When 29-year-old Father Michael McGivney founded the Knights of Columbus in 1882, he knew what hardships and pressures these husbands and fathers mostly poor, immigrant Catholics faced:

  • A culture with deep mistrust of the Catholic community.

  • Often dangerous working conditions.

  • Membership organizations that promised social benefits and mutual aid but came with strong anti-Catholic biases.

  • The burden of knowing that their death would likely leave their families penniless and at risk of being separated. 

 

A child of immigrants, and a faithful son who had to leave seminary to help support his mother and siblings after his factory-employed father died, Father McGivney was intimately familiar with these realities.

 

And so, as an assistant priest at St. Mary’s Church in the bustling port city of New Haven, Connecticut, he stepped into the breach to do something about it. Gathering men in his parish basement, Father McGivney founded the Knights of Columbus.

 

At the time, Christopher Columbus was widely lionized in American culture, despite being a Catholic, and Father McGivney proposed him as a model for these first Knights who sought to hold on to their Catholic faith and identity in the New World.
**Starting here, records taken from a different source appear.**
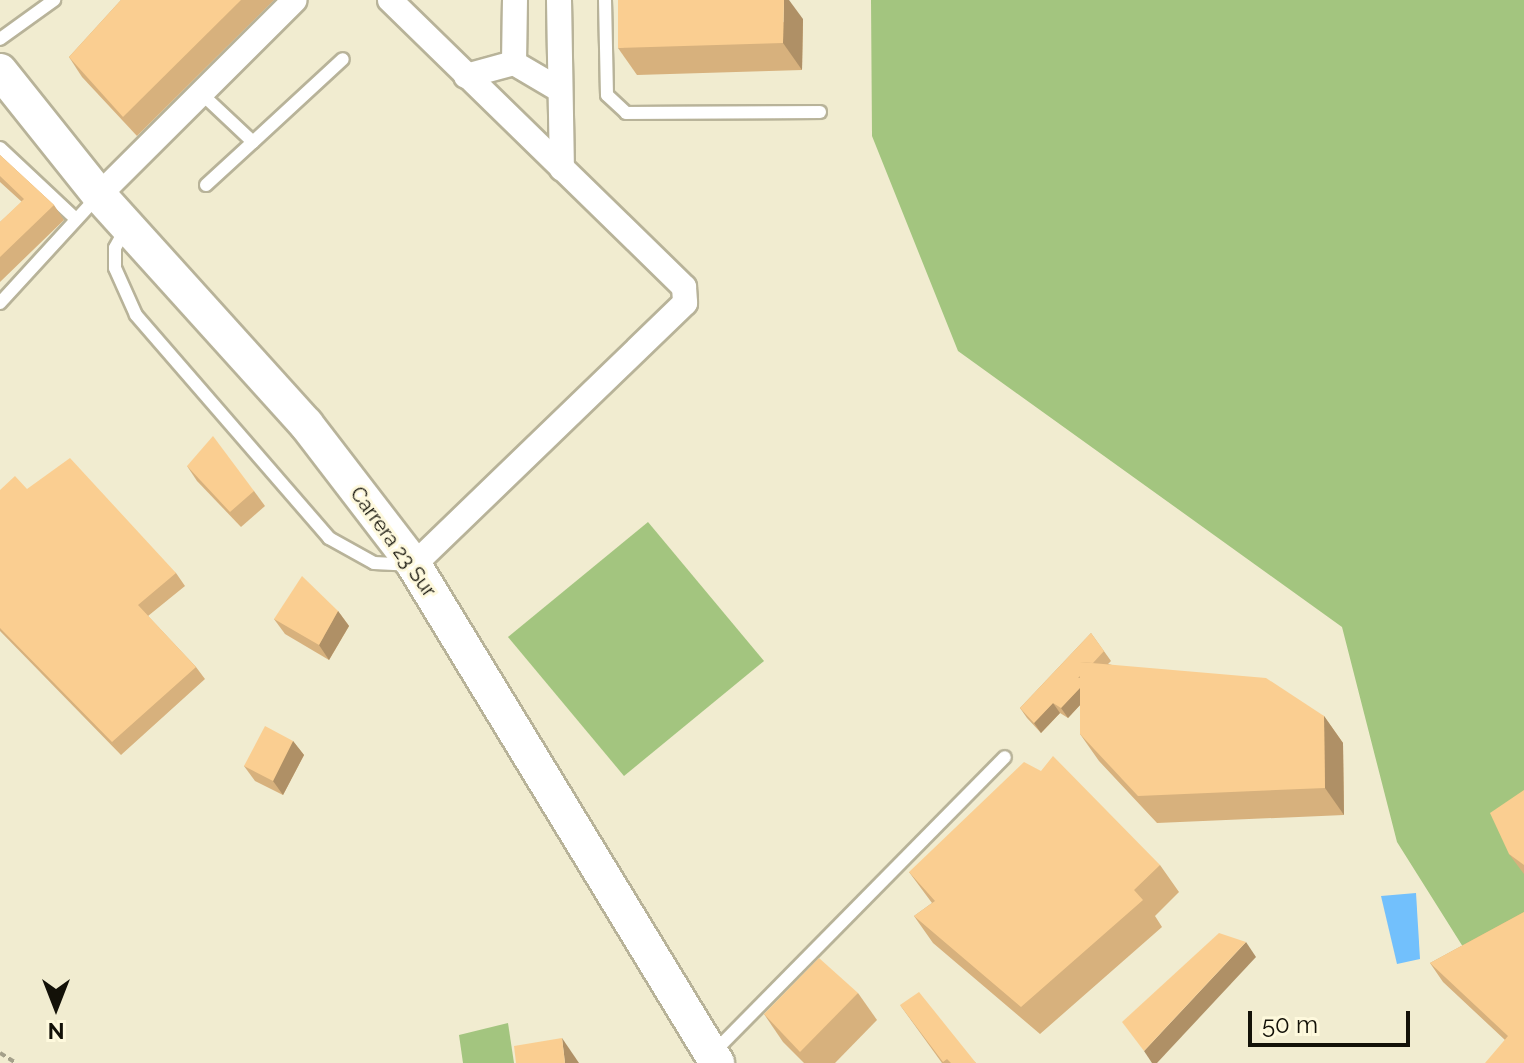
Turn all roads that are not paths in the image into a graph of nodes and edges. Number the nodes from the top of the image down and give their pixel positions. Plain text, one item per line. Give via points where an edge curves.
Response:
1 (54, 0) edge
2 (295, 0) edge
3 (390, 0) edge
4 (515, 0) edge
5 (559, 0) edge
6 (605, 0) edge
7 (0, 39) edge
8 (343, 59) dead end
9 (514, 63) junction
10 (0, 71) edge
11 (466, 76) junction
12 (560, 90) junction
13 (204, 96) junction
14 (820, 112) dead end
15 (253, 142) junction
16 (0, 148) edge
17 (562, 169) junction
18 (206, 185) dead end
19 (87, 207) junction
20 (128, 225) junction
21 (0, 303) edge
22 (414, 565) junction
23 (1005, 757) dead end
24 (712, 1060) edge

1 - 7 lane
2 - 13 street
3 - 11 street
4 - 9 street
5 - 12 street
6 - 14 lane via 607,95 626,113
8 - 15 lane
9 - 11 street
9 - 12 street
10 - 19 main road, Carrera 23 Sur
11 - 17 street
12 - 17 street
13 - 15 lane
13 - 19 street
15 - 18 lane
16 - 19 lane
17 - 22 street via 684,287 685,303
19 - 20 main road, Carrera 23 Sur
19 - 21 lane
20 - 22 main road, Carrera 23 Sur via 306,424
20 - 22 lane via 115,248 115,268 136,315 329,538 374,563
22 - 24 main road, Carrera 23 Sur
23 - 24 lane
After founding the Knights, Father McGivney was notably intentional about placing leadership in the hands of the group’s lay members. In this way, he anticipated by nearly a century Vatican II’s focus on and empowerment of the laity in living out the universal call to holiness and the Church’s mission to evangelize.

 

During the global flu pandemic of 1899-1890, Father McGivney was ministering among his people until his own weakening health confined him to bed, where he continued praying for his flock. He died on Aug. 14, 1890, two days after his 38th birthday.

 

In 2020, the Knights of Columbus announced the Vatican had approved a miracle involving the child of one of the Order’s insurance agents, moving Father McGivney’s cause for canonization to the stage of beatification.

 

In his Apostolic Letter announcing Father McGivney’s beatification, Pope Francis stated that our Founder’s “zeal for the proclamation of the Gospel and generous concern for the needs of his brothers and sisters made him an outstanding witness of Christian solidarity and fraternal assistance.”

 

Blessed Michael McGivney is entombed at St. Mary’s Church, birthplace of the Knights of Columbus and a pilgrimage destination for Knights, their families and all others who have a devotion to America’s Parish Priest.

Our Principles

WHY WE DO WHAT WE DO

Charity

We find Christ in our neighbor and are changed by each encounter.

Unity

United in faith as members of the universal Church, our diverse brotherhood builds up the Body of Christ.

 

Fraternity

We seek Christ-centered brotherhood, encouraging one another to grow in holiness and virtue.

 

Patriotism

We strive to be faithful citizens, bearing witness to the true freedom that comes from pursuing lives of truth, justice, solidarity and above all, charity.